*PROBLEM STATEMENT*
From the entries below, gather every line containing the string "street".

*DATA TO PROCESS*
━━━━━━━━━━━━━━━━

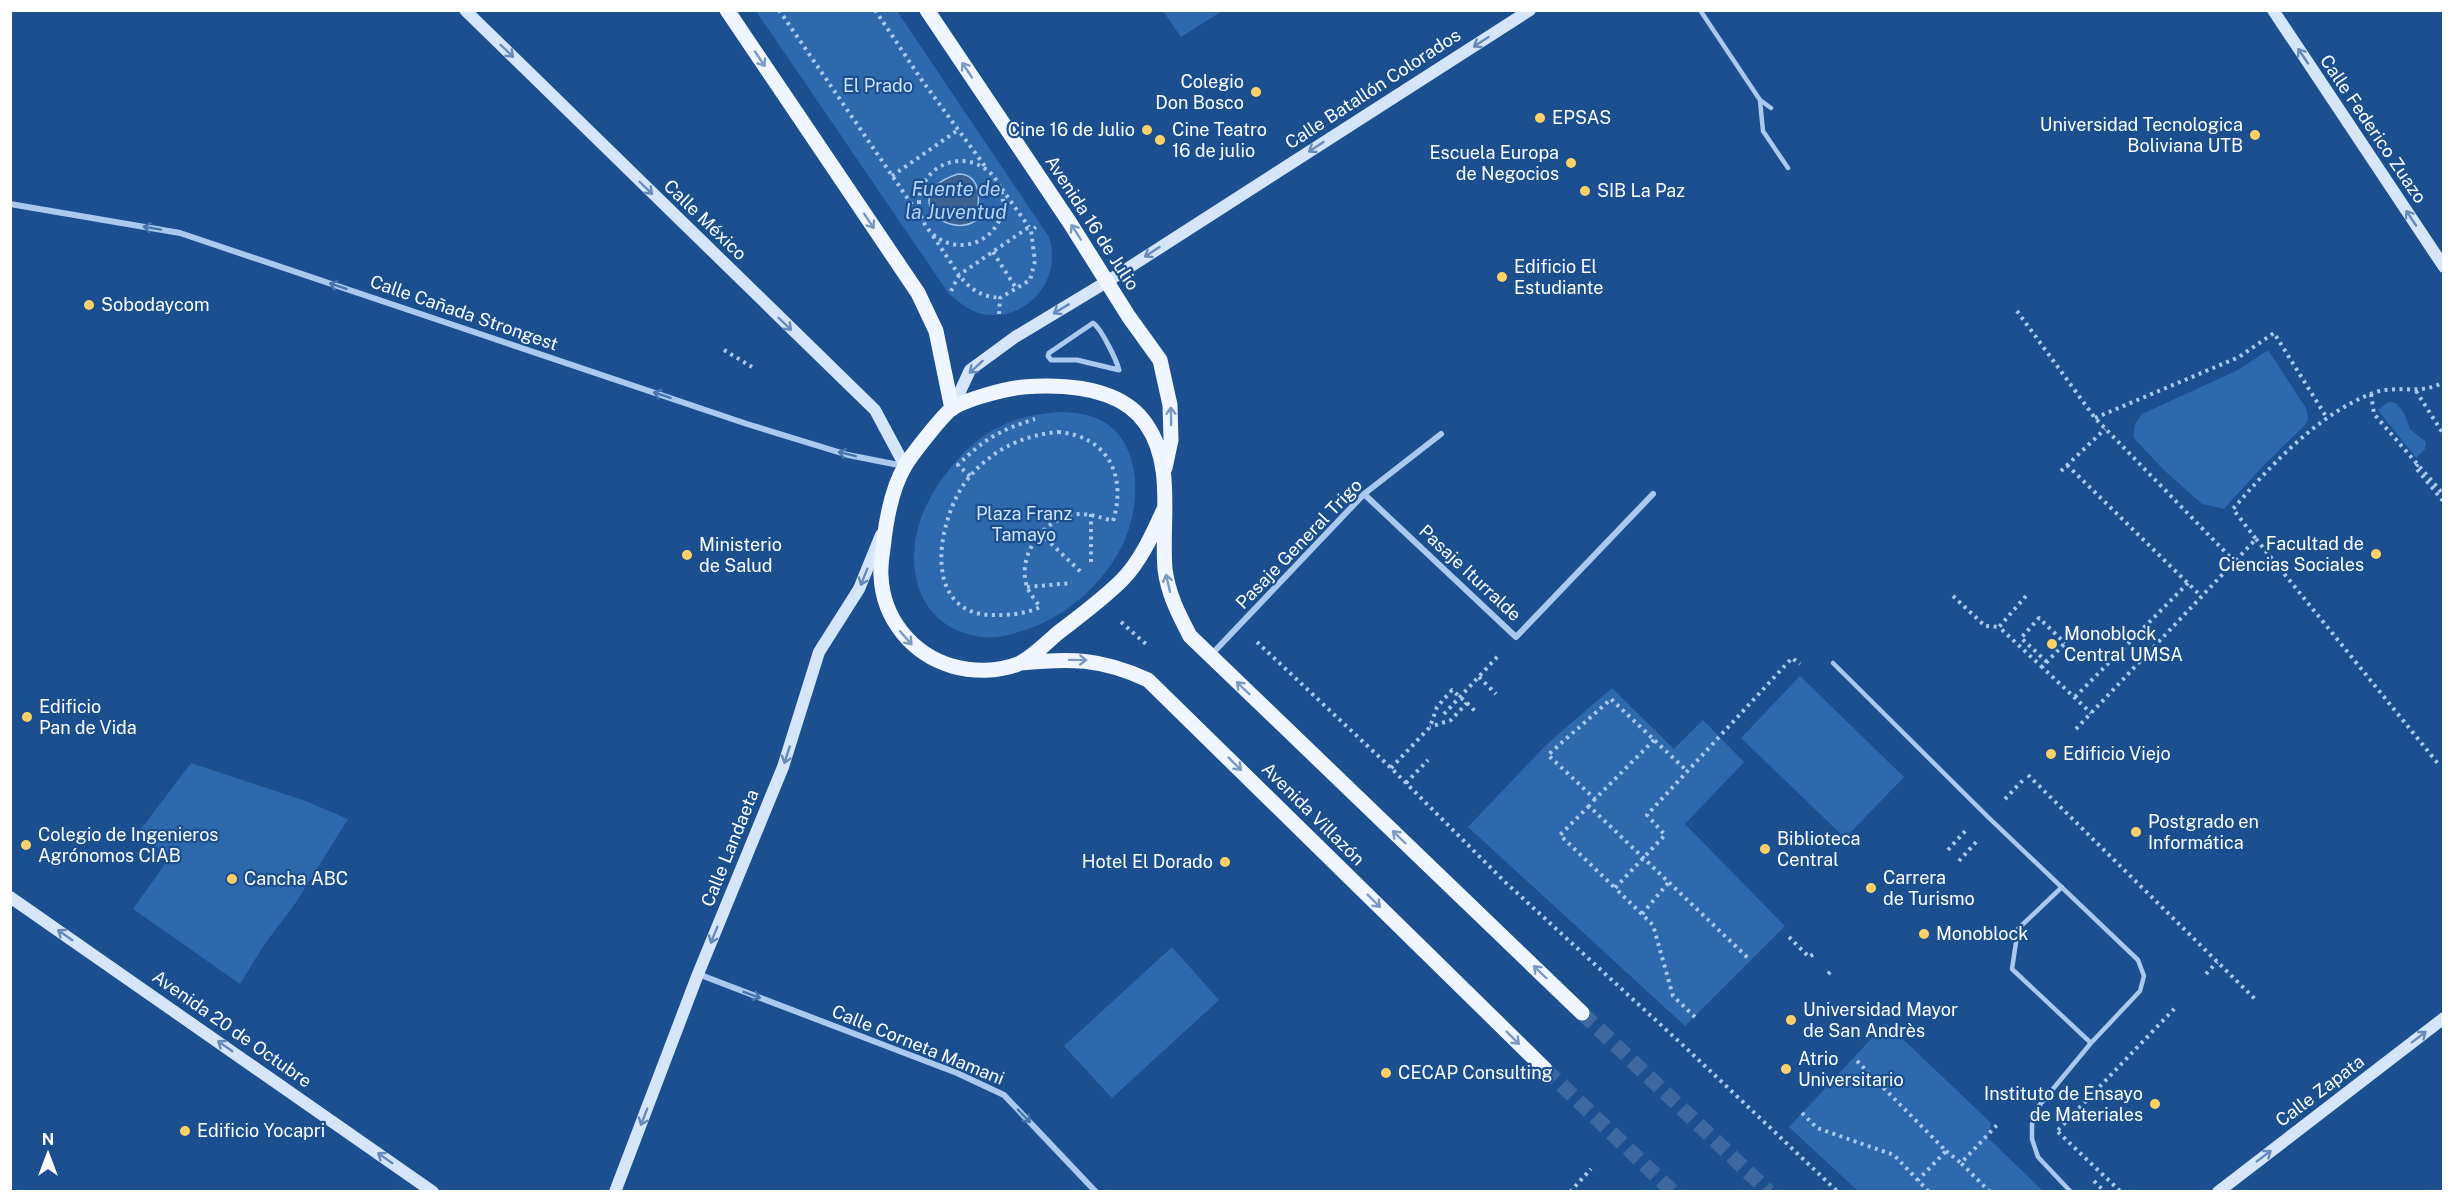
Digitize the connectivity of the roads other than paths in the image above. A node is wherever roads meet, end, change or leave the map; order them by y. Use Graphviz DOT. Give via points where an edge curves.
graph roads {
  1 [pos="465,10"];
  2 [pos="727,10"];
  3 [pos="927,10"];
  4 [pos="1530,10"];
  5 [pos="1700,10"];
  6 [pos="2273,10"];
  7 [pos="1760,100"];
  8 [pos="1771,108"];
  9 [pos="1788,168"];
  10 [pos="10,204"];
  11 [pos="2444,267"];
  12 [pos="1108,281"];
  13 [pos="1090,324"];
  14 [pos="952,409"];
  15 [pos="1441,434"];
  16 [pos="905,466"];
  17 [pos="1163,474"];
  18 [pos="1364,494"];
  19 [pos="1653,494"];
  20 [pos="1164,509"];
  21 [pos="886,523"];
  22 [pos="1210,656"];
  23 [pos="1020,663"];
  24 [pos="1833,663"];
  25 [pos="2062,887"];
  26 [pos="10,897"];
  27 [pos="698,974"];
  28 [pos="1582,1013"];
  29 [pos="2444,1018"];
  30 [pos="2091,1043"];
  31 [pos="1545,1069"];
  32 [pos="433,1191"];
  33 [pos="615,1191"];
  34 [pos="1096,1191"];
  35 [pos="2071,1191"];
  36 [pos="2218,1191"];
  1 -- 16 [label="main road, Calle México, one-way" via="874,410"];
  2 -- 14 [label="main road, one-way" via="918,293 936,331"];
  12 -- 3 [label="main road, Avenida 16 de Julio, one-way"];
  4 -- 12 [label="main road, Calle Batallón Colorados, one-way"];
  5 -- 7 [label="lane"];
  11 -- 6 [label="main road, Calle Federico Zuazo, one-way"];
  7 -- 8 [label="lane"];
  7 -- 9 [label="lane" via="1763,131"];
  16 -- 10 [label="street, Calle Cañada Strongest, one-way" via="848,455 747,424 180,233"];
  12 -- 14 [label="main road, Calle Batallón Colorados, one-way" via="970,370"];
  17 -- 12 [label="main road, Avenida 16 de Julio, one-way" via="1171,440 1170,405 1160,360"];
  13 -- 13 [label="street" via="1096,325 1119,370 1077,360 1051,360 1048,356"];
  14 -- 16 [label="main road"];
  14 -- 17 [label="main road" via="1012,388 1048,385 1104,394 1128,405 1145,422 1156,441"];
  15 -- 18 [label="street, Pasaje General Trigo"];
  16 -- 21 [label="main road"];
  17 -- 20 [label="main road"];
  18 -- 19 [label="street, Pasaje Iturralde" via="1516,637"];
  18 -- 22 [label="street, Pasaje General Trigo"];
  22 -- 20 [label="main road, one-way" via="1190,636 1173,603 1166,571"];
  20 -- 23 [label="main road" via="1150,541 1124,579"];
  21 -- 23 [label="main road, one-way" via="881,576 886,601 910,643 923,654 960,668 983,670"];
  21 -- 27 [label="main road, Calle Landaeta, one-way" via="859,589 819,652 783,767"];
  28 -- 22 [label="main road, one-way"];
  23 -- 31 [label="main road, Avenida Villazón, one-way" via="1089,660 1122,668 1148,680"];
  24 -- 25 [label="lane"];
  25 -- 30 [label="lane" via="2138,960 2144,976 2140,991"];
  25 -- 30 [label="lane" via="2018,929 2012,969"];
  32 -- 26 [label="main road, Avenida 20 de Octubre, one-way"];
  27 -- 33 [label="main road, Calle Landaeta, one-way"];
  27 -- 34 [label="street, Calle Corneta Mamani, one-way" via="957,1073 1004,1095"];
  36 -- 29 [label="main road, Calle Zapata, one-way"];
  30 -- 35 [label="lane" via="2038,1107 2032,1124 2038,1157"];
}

━━━━━━━━━━━━━━━━

*TASK ANSWER*
  16 -- 10 [label="street, Calle Cañada Strongest, one-way" via="848,455 747,424 180,233"];
  13 -- 13 [label="street" via="1096,325 1119,370 1077,360 1051,360 1048,356"];
  15 -- 18 [label="street, Pasaje General Trigo"];
  18 -- 19 [label="street, Pasaje Iturralde" via="1516,637"];
  18 -- 22 [label="street, Pasaje General Trigo"];
  27 -- 34 [label="street, Calle Corneta Mamani, one-way" via="957,1073 1004,1095"];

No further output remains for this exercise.